Before answering the 'what is k8s?' question in more detail, let's further summarise some of the history and concepts that led us here:

  • what are virtual machines?
  • what is docker? (and other container types)
  • what are the problems that each try to solve?

What are virtual machines?

Virtual machines are primarily a hardware abstraction layer and scheduling engine.

  • VMs allow software designed to run on a specific architecture or operating system to run on another operating system/platform,

    • This is really useful for sharing servers and apps to others without having to provide detailed instructions to get things going, and alleviates the 'it works on my machine' frustration.
  • VMs also allow a single physical host to appear as many logical hosts.

    • This is the key approach used by 'cloud' providers to sell units of compute time etc

These concepts have existed in *nix for many years, but it was when desktop and hosted server virtualization hit the mainstream that things really took off and paved the way to the cloud services we take for granted today.

There are two types of hypervisors for abstraction layers and resource scheduling:

  • Type 1: runs directly on hardware wthout a host OS. Also referred to as native or 'bare metal'.
    • eg. AWS custom hardware with minimal kernel and Xen/KVM running EC2 instances
  • Type 2: runs on a host os.
    • eg. Windows 10 running Virtualbox launching an Ubuntu VM.

What about the 'cloud'?

Virtualization is the foundation of the 'cloud' provider compute resources we see today such as AWS EC2, Azure, GCE, Digital Ocean. These services generally now use Type 1 hypervisors such as Xen, KVM, or custom hypervisors, with the aim to minimise the impact of virtualization to the guest processes as much as possible.

In addition to compute virtualisation, these services compete via ancillary services such as network/security infrastructure, storage and specialized services such as vms optimized for machine learning.

So what is the the problem with VMs?

The main issue with VMs aside from performance overheads, is that each approach to virtualise a machine is different, often proprietary, and opaque in the case of cloud providers which each have their own vendor specific apis to manage platform resources. VMs can also be huge to transfer once built/baked.

There are open standards for local virualized hardware that will continue to play a role. Hashicorp in particular created Vagrant for vm abstraction, and Terraform as a DSL to describe cloud services resources, however there are many challenges that are vendor specific and change over time.

So how do we fix this and have a standard way of dealing with compute resources?

Yet another abstraction layer! ...but one tightly coupled to the linux kernel using proven mechanisms.
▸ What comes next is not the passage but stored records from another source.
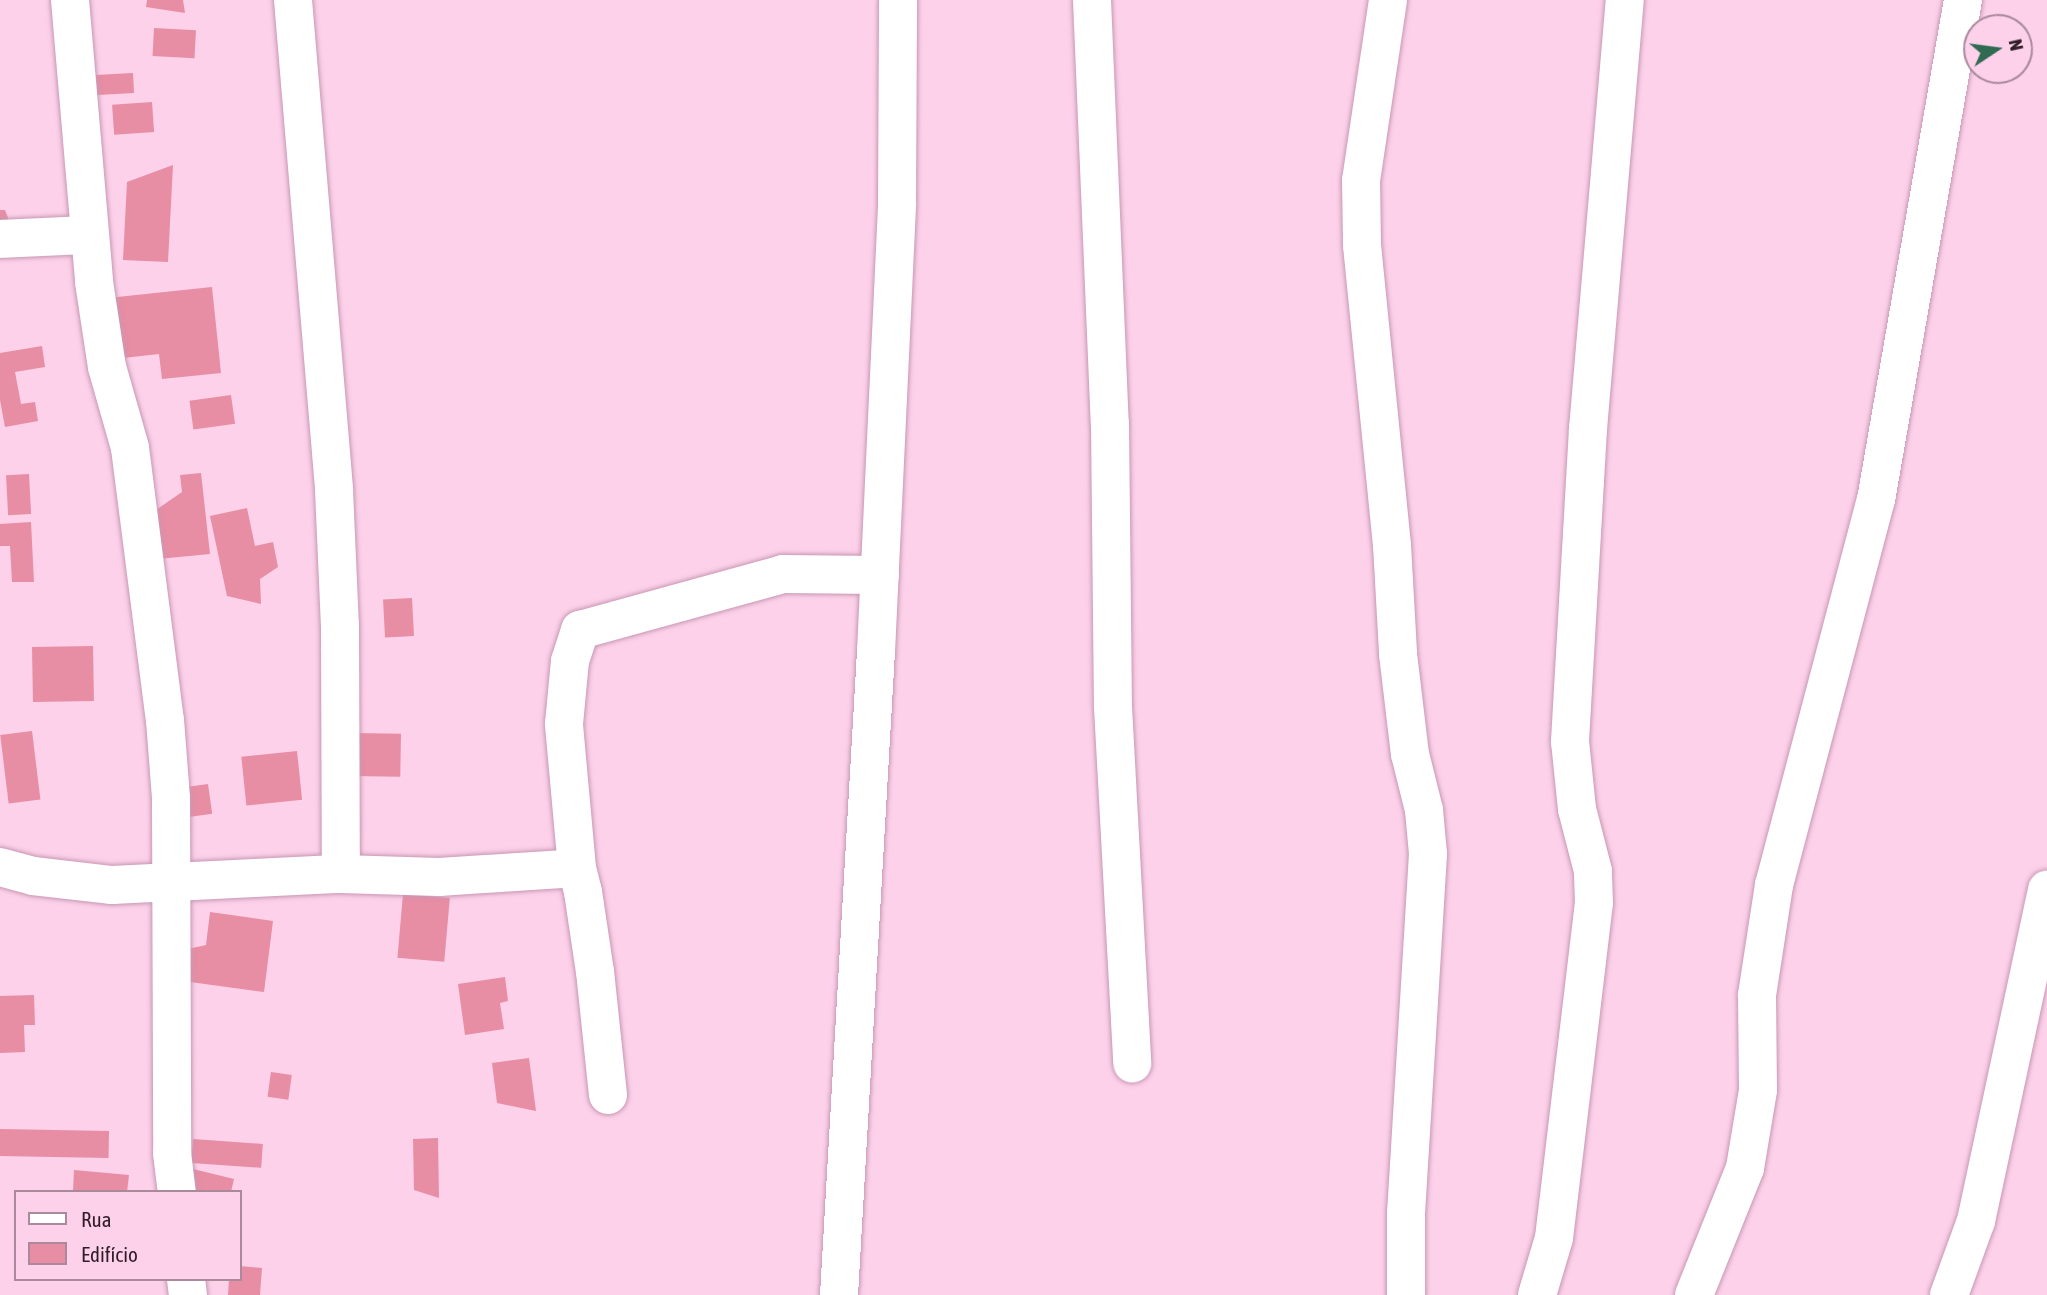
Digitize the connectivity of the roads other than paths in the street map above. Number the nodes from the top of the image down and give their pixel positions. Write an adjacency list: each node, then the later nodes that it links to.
1 (71, 0): 8 (street)
2 (293, 0): 13 (street)
3 (898, 0): 10 (street)
4 (1092, 0): 16 (street)
5 (1388, 0): 20 (street)
6 (1625, 0): 21 (street)
7 (1963, 0): 22 (street)
8 (89, 235): 9 (street); 14 (street)
9 (0, 239)
10 (880, 575): 12 (street); 19 (street)
11 (0, 867): 14 (street)
12 (576, 868): 13 (street); 17 (street)
13 (341, 874): 14 (street)
14 (169, 884): 18 (street)
15 (2047, 890): 23 (street)
16 (1132, 1063)
17 (608, 1095)
18 (177, 1190)
19 (839, 1295)
20 (1406, 1295)
21 (1537, 1295)
22 (1694, 1295)
23 (1949, 1295)

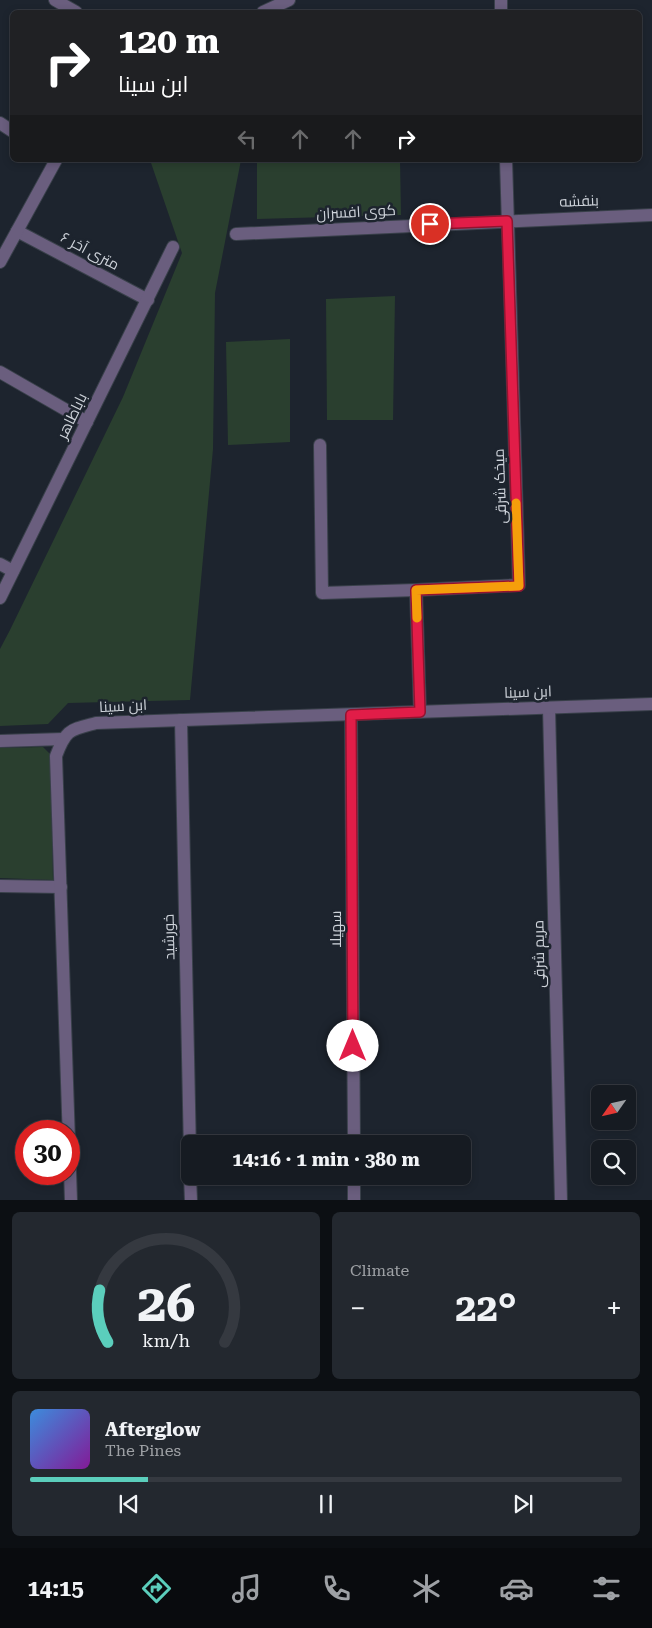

In order to deal with different cloud provider resource management approaches, this homogeneous abstraction layer will still use specific types of virtual machines provided by AWS or other providers as compute 'nodes'

Once these nodes are attached as a cluster node, we no longer care where it is hosted. It is a similar story for other resource types - each provider has a solution, but they are slightly different, so abstracted so that k8s does not need to deal with platform specific features.

K8s is built from the ground up to have pluggable extensibility.

Start with the smallest unit

It is accepted that containers are the build output unit that should encapsulate the code asset to be deployed to a homogeneous network.

It is also accepted that the container itself should not not describe how it should be deployed.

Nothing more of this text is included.